Because Brillo is a man of honor, he does not kiss and tell. Well…he doesn’t tell Brian, at least. He saves all the juicy tidbits for Robert who smacks his forehead when he finds out and then bursts out laughing. Brillo seems both giddy and quite pleased with himself. I want to think it’s cute, but I already know about the drama that is lurking just around the corner.
Literally fifteen minutes later, the boys decide to go out and Brillo calls up some girls that they met right when they got to New York. The girls show up downstairs at Flatotel, and Robert says he wants to go down first so he can call “first dibs” on the girl he wants. Brillo says he already knows what girl he wants. Then he and Robert beat their chest and guffaw and act all manly and dumb.
I call dibs on the one who brought her PINK BACKPACK. That’s hot.
Okay, I do not have very high expectations for Brillo. But I at least expected him NOT to take out two girls in the very same night. That is pretty low, even for someone with such awful hair.
They go to the restaurant because apparently Brillo hasn’t been fed for at least an hour. He has a girl and Robert has a girl, but Q is sitting alone. So he decides to invite Dawn. But there’s a catch.
On a mission to destroy your life.
He tells her to come to dinner and bring Orangebrey because they are all on a date including Brillo. Dawn points out how dumb it is that Brillo has taken TWO girls out for dinner on the SAME NIGHT. She says, “No double dipping, fellas! Maybe the next day, but not the same day! It’s too different flavors. It doesn’t taste good!” Word. Orangebrey is like Orange Sherbet and this girl is like Wavy Gravy. Totally unsuitable for a hot fudge date sundae with a Nut! By the way, my love for ice cream is now forever dead.

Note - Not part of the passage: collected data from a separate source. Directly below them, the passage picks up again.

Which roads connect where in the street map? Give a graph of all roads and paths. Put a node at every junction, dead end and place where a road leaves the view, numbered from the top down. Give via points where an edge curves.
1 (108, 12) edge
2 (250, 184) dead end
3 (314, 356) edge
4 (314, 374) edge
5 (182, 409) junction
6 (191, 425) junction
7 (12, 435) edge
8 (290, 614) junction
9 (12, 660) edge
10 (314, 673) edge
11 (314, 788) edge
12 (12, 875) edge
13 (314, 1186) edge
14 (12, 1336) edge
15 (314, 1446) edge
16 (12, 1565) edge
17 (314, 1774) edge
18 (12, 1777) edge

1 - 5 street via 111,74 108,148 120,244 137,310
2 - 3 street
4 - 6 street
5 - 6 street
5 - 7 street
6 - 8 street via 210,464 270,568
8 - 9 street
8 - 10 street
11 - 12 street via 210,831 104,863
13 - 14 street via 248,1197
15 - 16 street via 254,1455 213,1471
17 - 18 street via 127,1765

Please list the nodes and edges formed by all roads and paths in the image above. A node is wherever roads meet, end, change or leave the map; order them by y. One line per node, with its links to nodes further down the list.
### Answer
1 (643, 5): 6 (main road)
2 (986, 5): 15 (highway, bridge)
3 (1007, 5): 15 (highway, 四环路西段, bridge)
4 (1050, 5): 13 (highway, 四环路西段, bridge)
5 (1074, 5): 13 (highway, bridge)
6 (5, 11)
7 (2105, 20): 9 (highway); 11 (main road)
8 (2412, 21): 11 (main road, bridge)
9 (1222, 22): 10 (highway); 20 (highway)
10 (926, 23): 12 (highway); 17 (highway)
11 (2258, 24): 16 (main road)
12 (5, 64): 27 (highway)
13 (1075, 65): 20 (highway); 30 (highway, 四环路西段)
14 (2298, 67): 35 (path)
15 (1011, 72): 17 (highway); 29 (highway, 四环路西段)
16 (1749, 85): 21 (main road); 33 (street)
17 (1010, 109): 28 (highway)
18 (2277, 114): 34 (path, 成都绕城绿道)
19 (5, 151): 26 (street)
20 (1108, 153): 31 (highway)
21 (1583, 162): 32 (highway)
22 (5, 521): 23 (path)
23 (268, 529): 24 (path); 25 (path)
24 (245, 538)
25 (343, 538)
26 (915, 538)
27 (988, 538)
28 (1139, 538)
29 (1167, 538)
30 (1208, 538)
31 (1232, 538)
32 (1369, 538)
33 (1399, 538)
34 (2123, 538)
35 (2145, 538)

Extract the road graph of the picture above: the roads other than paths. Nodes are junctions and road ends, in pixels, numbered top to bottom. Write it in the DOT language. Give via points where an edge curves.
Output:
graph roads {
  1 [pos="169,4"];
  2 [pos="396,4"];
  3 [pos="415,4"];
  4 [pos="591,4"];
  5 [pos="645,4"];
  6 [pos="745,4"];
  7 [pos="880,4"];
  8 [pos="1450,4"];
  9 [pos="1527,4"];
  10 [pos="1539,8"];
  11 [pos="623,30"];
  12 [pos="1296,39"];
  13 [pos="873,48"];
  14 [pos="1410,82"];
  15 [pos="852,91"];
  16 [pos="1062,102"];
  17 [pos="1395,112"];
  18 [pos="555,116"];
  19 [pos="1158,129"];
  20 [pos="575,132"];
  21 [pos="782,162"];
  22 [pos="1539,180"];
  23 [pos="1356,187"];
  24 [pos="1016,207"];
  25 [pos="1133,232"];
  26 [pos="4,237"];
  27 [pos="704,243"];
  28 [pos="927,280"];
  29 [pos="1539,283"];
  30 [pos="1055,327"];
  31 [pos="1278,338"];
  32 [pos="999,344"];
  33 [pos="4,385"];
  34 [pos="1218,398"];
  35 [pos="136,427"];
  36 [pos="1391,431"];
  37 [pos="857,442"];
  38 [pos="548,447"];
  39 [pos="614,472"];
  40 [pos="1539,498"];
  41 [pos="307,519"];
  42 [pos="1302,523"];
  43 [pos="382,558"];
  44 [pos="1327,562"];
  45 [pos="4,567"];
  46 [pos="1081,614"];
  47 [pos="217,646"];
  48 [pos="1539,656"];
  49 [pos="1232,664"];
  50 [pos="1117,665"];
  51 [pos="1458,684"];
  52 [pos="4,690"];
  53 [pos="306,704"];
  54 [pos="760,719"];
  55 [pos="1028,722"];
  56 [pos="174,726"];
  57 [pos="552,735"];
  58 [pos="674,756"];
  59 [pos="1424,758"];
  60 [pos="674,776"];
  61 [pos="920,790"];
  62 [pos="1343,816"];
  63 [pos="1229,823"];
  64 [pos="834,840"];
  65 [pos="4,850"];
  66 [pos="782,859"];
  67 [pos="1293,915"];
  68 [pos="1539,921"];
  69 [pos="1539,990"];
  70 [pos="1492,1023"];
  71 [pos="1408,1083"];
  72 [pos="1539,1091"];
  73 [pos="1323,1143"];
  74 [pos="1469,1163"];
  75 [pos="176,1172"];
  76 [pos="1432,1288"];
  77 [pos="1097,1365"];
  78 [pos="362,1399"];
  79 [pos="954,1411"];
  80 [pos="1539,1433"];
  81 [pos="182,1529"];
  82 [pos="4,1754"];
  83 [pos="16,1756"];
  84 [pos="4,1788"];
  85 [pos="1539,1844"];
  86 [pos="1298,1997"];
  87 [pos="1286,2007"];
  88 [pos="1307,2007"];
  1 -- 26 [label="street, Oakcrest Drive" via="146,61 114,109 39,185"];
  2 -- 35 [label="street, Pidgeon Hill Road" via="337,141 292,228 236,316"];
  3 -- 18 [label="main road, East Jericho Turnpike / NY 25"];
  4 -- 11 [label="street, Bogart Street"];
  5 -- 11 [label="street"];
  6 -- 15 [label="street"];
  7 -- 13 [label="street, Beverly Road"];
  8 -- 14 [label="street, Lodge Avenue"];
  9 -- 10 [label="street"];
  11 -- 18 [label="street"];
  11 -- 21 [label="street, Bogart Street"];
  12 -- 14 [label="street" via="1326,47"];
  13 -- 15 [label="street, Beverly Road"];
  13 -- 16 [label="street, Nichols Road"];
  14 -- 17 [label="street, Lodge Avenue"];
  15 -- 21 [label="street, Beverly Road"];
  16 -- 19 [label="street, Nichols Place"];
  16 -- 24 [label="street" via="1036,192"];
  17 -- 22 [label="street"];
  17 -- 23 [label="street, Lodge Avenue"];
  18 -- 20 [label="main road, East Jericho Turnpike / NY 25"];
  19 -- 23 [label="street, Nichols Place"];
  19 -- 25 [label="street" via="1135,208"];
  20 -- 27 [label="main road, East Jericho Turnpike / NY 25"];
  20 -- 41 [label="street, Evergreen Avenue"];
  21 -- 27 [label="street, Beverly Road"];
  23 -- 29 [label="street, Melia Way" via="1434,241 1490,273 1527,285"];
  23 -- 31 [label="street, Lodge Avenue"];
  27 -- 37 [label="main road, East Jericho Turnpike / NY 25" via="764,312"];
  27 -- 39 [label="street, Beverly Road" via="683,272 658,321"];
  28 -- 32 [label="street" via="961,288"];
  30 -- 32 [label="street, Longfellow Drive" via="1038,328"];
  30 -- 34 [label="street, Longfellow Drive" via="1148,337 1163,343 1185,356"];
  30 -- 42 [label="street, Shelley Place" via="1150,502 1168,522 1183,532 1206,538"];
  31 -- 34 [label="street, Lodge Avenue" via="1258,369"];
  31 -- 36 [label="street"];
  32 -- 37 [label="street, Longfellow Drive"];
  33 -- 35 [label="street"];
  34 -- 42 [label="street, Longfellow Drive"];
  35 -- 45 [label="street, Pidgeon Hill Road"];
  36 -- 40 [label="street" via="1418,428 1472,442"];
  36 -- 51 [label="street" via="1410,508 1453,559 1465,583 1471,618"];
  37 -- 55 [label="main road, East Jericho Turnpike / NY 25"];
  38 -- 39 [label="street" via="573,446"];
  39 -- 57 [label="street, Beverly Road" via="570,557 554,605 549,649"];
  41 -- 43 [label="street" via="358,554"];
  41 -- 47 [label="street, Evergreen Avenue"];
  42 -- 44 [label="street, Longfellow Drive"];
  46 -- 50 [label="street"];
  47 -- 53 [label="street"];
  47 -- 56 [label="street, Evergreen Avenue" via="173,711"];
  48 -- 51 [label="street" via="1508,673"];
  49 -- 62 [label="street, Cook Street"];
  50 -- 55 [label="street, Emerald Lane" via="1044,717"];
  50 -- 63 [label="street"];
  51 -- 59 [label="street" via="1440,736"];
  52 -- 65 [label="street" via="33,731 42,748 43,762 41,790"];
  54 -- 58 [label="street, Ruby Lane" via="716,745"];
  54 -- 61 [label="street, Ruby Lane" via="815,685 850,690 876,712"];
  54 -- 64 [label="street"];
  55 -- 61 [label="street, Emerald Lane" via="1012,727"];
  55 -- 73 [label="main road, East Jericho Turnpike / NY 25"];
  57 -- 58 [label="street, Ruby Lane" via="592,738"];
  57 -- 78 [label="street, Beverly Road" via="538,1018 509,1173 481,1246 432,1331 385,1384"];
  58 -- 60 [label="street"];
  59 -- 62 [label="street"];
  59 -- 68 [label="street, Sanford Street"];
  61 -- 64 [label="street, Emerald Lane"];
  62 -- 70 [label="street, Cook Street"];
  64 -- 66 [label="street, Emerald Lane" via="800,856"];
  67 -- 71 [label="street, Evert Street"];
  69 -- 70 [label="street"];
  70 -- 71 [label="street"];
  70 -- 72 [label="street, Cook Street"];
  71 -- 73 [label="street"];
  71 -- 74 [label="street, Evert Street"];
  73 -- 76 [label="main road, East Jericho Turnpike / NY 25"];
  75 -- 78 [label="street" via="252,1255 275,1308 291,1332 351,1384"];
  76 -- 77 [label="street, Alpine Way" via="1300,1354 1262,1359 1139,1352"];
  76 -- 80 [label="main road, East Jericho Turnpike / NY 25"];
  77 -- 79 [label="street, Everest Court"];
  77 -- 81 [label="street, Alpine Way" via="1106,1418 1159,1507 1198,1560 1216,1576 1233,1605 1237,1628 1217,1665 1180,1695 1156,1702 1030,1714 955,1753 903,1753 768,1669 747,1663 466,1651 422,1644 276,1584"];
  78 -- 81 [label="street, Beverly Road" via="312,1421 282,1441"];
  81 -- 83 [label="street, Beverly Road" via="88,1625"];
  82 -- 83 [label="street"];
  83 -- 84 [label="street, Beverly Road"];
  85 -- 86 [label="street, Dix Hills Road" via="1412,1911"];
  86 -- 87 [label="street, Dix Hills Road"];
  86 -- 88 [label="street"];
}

Then Orangebrey says, “Donnie got to know peace, love and hair grease Aubrey at dinner.” Is that really what she said? HAIR GREASE!? You guys have to tell me if I either (a) misheard or (b) missed some inside joke about hair grease. Because that just doesn’t make sense and is totally gross. Then again, maybe she really is down-to-earth afterall and aware enough to notice the overly processed mop on her head. Well, anyway, Hair Grease Aubrey is done anyway. Because now “Auberella” is about to come out to “check his ass, for real.”
I think I finally get it. Orangebrey is the normal Season 4 character. And Orangerella is the gum-smacking, accented version who comes out mostly only around Brillo.
The boys scheme and decide not to tell Brillo that Orangerella is on her way down to the restaurant, so he continues to get all cozy with Wavy Gravy in the booth.
“Wait! Make sure the cameras get my good side!”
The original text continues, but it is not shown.